Kampala. The decline in short term government papers has forced offshore investors in government securities to shift to long term securities (Treasury Bonds), according to Ms Mary Katarikawe, the Bank of Uganda executive director operations.
In an interview, Ms Katarikawe told Daily Monitor that whereas offshore investors are still active in government papers, most of them have shifted to Bonds as opposed to Treasury Bills.
“The offshore investors now prefer investing in Treasury Bonds as opposed to investing in Treasury Bills,” she said.
The shift indicates that high net worth investors could be increasing given that it is more costly than investing in Treasury Bills.

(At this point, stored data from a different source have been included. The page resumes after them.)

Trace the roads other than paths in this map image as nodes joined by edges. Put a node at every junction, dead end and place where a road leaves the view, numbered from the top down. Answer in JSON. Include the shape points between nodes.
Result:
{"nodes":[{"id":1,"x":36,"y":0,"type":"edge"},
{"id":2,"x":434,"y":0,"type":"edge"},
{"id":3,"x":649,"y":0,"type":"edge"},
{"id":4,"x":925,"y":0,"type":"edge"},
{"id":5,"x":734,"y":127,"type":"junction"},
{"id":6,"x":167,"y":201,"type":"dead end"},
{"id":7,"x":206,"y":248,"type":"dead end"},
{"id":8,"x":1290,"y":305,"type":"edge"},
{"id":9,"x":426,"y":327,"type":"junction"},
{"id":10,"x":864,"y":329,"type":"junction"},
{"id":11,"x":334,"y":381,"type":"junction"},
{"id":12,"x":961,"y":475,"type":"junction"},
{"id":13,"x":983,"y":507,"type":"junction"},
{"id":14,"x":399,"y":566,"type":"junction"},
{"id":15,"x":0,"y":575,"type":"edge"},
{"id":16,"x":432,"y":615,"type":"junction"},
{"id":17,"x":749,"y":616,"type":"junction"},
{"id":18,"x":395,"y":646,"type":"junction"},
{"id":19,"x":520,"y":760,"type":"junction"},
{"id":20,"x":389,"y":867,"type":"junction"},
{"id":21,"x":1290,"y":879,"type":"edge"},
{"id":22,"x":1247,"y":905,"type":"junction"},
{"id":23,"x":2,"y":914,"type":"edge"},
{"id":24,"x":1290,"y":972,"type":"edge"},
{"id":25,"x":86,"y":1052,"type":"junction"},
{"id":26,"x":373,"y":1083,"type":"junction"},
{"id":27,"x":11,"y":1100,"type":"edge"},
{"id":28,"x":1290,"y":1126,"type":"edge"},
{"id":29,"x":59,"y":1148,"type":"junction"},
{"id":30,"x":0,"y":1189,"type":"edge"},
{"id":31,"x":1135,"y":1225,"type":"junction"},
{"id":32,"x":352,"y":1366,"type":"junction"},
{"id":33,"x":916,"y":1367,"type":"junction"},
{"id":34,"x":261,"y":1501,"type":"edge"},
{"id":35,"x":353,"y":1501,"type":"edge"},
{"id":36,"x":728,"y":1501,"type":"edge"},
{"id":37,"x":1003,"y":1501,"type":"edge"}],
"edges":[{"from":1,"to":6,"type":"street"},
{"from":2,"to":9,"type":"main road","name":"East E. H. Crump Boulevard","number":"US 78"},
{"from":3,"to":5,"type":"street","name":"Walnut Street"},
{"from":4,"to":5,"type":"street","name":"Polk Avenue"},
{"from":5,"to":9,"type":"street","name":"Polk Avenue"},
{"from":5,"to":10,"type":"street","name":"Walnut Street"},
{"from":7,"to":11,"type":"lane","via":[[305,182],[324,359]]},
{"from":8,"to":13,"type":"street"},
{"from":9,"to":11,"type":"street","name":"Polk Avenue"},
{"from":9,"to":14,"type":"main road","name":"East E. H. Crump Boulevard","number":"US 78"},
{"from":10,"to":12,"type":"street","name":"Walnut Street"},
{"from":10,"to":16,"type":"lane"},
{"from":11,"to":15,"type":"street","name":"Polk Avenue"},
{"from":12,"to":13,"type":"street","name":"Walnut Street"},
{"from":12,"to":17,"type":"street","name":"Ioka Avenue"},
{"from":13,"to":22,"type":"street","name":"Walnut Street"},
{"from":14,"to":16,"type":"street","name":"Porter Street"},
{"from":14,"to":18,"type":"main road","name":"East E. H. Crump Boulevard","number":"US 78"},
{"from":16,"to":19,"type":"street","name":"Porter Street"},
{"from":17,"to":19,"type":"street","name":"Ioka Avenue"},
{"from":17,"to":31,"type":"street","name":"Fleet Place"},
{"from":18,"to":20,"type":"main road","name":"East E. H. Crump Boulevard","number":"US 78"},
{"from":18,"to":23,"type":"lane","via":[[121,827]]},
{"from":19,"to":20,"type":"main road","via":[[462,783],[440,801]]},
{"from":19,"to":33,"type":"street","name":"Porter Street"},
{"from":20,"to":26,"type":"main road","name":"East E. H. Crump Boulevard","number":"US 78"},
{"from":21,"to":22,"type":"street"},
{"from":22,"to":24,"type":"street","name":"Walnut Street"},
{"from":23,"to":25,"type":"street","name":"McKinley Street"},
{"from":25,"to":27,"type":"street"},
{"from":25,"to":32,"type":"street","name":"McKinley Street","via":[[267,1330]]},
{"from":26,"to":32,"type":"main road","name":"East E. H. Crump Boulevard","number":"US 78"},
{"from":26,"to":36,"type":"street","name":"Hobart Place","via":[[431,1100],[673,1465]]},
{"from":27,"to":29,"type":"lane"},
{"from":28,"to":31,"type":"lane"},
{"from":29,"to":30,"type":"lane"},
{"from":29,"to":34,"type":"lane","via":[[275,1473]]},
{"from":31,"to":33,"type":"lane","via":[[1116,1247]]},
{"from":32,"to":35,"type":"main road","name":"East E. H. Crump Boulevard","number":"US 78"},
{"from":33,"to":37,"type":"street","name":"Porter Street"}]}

However, offshore investment in Treasury Bills has high returns, high tax benefits in countries where withholding taxes are low, asset protection, and privacy.
In Uganda, offshore investors have been attracted by high yield (returns) they are getting compared to the rates on other government securities in developed economies and emerging markets economies.
Ms Katarikwe said in total offshore investors now hold 7 per cent of Uganda government securities, which translates to Shs1.8b.
The government has been borrowing from the public through Treasury Bills and Bonds to finance its fiscal deficit.
In this financial year ending June 30, 2019, government has budgeted to borrow Shs1.8 trillion through Treasury Bills and Bonds.